▸ **Exercise prompt**:
Report, from the records below, every line where the word "nodes" appears.

Data records:
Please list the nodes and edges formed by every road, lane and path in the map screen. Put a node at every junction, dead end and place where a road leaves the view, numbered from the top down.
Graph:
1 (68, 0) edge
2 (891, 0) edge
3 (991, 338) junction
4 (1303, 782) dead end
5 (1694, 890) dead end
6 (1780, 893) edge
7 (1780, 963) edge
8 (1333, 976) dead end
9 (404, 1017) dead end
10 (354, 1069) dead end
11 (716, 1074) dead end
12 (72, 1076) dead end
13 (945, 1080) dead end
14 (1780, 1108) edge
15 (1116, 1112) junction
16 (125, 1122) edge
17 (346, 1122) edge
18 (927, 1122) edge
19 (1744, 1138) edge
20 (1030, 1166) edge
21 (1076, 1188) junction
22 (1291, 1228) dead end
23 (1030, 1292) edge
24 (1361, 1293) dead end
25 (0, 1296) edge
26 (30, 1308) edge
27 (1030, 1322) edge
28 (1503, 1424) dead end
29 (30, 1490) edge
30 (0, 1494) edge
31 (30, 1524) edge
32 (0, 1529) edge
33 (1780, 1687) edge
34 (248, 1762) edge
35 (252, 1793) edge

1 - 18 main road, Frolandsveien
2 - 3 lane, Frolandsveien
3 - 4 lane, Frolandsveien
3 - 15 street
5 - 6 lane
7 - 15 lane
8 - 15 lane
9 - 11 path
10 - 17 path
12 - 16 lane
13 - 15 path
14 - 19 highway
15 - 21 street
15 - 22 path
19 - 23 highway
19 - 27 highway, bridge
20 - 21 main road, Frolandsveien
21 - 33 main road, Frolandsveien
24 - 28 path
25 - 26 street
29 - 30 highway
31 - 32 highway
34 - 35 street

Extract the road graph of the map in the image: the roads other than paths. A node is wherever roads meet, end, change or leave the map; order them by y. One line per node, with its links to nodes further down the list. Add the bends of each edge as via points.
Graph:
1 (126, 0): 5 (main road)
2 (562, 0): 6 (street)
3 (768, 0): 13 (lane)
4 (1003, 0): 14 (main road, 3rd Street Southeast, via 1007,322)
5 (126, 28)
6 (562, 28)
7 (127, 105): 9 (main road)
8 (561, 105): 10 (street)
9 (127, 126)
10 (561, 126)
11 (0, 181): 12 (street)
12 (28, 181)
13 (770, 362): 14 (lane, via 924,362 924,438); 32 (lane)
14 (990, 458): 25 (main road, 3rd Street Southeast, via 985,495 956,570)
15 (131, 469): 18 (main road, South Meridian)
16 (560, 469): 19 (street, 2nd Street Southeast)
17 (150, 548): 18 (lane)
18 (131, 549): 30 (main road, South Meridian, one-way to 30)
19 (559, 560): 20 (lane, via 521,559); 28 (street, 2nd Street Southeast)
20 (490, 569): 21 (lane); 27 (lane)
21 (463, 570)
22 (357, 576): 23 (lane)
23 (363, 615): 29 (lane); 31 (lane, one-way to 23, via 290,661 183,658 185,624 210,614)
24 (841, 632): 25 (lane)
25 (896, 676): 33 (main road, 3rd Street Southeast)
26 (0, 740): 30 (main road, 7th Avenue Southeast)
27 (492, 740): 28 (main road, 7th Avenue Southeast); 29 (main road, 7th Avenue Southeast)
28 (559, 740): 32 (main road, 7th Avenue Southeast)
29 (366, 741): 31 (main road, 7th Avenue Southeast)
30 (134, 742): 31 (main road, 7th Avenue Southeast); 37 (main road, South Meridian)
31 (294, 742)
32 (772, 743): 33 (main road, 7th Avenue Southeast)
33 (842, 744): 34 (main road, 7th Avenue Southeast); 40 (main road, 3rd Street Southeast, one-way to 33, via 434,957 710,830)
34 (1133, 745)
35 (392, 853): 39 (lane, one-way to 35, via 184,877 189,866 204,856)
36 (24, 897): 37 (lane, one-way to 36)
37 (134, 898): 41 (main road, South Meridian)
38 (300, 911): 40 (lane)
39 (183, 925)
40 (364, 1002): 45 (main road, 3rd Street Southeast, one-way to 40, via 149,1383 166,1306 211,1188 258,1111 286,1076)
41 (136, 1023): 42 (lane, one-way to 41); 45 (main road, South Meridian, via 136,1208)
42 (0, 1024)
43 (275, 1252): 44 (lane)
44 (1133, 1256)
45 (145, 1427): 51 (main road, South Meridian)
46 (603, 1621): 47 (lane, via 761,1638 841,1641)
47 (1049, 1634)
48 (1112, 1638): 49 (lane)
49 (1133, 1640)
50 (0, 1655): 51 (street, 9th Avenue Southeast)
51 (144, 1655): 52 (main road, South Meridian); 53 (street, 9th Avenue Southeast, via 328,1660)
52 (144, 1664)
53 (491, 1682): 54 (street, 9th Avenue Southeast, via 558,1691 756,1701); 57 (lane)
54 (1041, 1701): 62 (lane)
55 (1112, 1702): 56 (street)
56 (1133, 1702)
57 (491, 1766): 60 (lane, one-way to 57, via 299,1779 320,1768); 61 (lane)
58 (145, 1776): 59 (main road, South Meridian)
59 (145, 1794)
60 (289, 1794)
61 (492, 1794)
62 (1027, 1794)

▸ **Result of this exercise**:
Please list the nodes and edges formed by every road, lane and path in the map screen. Put a node at every junction, dead end and place where a road leaves the view, numbered from the top down.
Extract the road graph of the map in the image: the roads other than paths. A node is wherever roads meet, end, change or leave the map; order them by y. One line per node, with its links to nodes further down the list. Add the bends of each edge as via points.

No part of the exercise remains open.